Sent from Marilyn to Cambridge Chronicle, 10/28/05, printed in Chronicle's 11-3-05 Edition:

To the Editor:

Regarding the $3.5 million redo of Harvard Square reported in the October 27 Chronicle, I remember a meeting of the Harvard Square Design Committe I attended several years ago. It was held by the Cambridge Development Department in Harvard Square at my dinnertime, but I made a point to eat early and attend.

The artist chosen to provide "world-class" public art on Palmer Street spoke, as did Susan Clippinger, Assistant City Manager for Traffic and Parking. The upshot was that Harvard Square needed a New York artist with an international reputation for Class, and that all traffic needed to be rethought because of safety reasons.

When I asked Ms.
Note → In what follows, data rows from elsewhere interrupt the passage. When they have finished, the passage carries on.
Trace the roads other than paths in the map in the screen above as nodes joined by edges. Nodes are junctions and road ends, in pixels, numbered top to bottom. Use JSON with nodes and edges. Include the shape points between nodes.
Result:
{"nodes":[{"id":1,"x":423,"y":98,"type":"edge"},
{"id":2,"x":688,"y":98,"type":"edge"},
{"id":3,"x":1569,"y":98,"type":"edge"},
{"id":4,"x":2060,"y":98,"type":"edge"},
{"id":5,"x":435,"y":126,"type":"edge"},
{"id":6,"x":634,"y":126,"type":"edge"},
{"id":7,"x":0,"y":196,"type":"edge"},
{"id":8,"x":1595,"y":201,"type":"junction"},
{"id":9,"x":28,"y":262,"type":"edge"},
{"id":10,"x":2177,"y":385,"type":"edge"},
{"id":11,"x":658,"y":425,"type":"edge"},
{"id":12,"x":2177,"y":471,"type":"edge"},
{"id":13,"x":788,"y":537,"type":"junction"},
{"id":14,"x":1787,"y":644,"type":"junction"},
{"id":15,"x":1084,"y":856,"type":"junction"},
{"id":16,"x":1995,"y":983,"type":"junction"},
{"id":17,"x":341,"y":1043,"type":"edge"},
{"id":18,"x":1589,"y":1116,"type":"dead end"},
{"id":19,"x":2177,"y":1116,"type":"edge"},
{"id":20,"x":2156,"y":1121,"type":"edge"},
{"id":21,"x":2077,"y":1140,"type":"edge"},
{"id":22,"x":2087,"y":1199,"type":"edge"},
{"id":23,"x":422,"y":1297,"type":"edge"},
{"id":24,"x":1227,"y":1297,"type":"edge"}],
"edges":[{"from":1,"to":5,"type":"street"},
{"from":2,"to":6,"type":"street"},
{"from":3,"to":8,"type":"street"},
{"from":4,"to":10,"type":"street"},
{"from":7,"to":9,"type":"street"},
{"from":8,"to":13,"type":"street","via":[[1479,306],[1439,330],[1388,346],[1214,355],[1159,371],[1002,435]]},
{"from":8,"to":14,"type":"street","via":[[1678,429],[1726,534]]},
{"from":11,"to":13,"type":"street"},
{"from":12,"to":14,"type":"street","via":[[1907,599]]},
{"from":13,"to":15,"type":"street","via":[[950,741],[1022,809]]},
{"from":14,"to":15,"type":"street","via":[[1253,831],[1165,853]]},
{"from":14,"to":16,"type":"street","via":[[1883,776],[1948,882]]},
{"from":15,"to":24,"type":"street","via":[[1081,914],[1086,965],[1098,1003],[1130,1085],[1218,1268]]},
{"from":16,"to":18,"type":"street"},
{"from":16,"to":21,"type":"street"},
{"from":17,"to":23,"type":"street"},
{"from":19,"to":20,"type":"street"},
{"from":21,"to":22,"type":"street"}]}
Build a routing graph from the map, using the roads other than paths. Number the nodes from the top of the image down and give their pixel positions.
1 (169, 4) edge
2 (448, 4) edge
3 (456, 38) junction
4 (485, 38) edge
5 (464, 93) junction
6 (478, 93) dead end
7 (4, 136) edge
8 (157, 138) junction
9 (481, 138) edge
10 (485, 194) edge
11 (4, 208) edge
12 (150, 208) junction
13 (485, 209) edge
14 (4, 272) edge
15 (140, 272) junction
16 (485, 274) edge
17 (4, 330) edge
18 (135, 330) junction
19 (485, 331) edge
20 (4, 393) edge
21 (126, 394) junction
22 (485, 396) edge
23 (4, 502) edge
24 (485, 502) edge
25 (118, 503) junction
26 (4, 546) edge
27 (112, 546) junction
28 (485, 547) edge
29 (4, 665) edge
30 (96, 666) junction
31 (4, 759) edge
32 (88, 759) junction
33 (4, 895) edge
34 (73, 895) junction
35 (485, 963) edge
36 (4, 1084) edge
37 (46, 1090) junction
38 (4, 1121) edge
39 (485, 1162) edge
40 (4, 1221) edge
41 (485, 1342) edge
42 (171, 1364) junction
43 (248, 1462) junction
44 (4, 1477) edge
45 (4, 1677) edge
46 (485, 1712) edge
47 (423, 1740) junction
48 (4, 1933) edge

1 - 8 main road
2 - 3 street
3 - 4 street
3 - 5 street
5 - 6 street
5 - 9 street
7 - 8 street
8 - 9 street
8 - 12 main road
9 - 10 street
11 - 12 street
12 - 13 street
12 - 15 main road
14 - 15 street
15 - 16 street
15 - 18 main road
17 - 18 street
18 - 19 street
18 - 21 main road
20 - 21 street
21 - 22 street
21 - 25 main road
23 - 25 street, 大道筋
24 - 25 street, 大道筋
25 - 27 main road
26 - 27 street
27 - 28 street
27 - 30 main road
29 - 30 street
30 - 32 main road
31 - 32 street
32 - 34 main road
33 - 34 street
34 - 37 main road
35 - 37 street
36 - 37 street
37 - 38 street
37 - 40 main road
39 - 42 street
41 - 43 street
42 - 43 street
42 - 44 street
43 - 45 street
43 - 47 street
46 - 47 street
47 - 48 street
Clippinger about statistics on accidents in Harvard Square she said they were available but she didn't trust them. Since she immediately backpedaled, and since the Harvard Square intersections don't show up on the Chronicle's annual "most dangerous intersections" list, I assume the safety statistics are inconvenient for the city's purposes here: the glossy redo is to boost further the Square's ascent to Very Upscale. With the loss of establishments like Brine's and the Brattle Theater because of rent increases, it's hard to sympathize with property owners who will benefit from $3.5 million of our tax dollars.

What most struck me about the meeting, though, was the groaning board of sandwiches of all sorts, cookies, drinks supplied by the Development Department, possibly part of that $3.5 million budget, possibly part of the Department's regular operating expenses. Accustomed as I was to dinnertime meetings at the high school, where parents supplied bags of chips and bottles of soda, I completely missed the cue to wait and get my free dinner while listening to the best way to subsidize the Harvard Square property owners.